The choice isn’t between pro development and no development—it’s between smart development and destructive anti-development. Let’s choose wisely, before the opportunity to build the community we truly need and deserve passes us by.
This is Part 2 of my general topic Substacks before the 2026 State Session begins.
Part 1: Property Taxes
Part 2: Development
Part 3: Affordable Housing (coming early December)
Part 4: Infrastructure (coming late December)
Part 5: Home Rule (coming the first day of Session)
Be sure to subscribe to get all these Substack posts directly to your inbox.











George,
Your article presents a sensible approach to managing our County’s inevitable future growth. The past several years of anti-growth sentiment, I believe was spawned by the public awareness of developer control over many former County Board members thus, the lack of trust in decision making. That has changed and I hope developers will be a part of the solution and buy into the suggestions you have made as there is ample opportunity for them and a less congested future for all.
Definitely a realistic POV. What resonates again and again is the local governance/policy framework. Enforcing the FDAB, clarifying language crafty legal teams will exploit and so forth. To be truthful if an individual really wants to preserve the land they have to buy it and fight at every step to prevent an irresponsible buyer next to them from encroaching or adversely impacting it.

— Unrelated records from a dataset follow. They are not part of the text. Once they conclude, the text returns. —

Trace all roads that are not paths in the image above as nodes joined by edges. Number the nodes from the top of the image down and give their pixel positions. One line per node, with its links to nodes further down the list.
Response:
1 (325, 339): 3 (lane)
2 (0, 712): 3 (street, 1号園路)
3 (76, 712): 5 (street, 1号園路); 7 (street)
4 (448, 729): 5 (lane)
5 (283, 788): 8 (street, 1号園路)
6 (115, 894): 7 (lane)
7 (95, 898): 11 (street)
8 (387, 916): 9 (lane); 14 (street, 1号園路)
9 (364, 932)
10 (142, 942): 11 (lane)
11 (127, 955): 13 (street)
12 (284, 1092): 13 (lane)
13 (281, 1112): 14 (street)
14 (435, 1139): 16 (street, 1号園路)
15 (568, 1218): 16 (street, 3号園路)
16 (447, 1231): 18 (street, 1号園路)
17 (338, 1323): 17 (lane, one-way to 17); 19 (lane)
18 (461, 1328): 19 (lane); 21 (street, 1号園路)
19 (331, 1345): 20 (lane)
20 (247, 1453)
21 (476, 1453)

I appreciated the point in here where you stated you will make decision that prevent that from happening.
The infill and commercial will be great I agree-let’s be honest though-without the governance, developers will not be compelled to make an infrastructure decision or growth restriction if it will adversely impact profits. That’s capitalism and it’s their business model-OK. But local governance and consistent management and oversight of the changes is what a realistic person should seek in their representatives and or county staff. It’s what I look for.
Not a NIMBY or BANANA just respect your neighbor. Developers are not “neighbors” in the sense of the word. They cannot promise to be good neighbors with a devils smile and think it’s OK.
We are growing….and we need to step up our infrastructure project execution. It won’t be easy but it’s reality. Smarter growth means acceleration of the projects we know are needed.
It will cost us money. We should spend some of our surplus or commit to a percentage in a thoughtful way. We can equally build a better community on our terms, not just at the discretion of private business. It’s not as sexy as a new chick fil a, but a bridge, a road or a canal improvement project is the long game we should be playing alongside the bedrooms.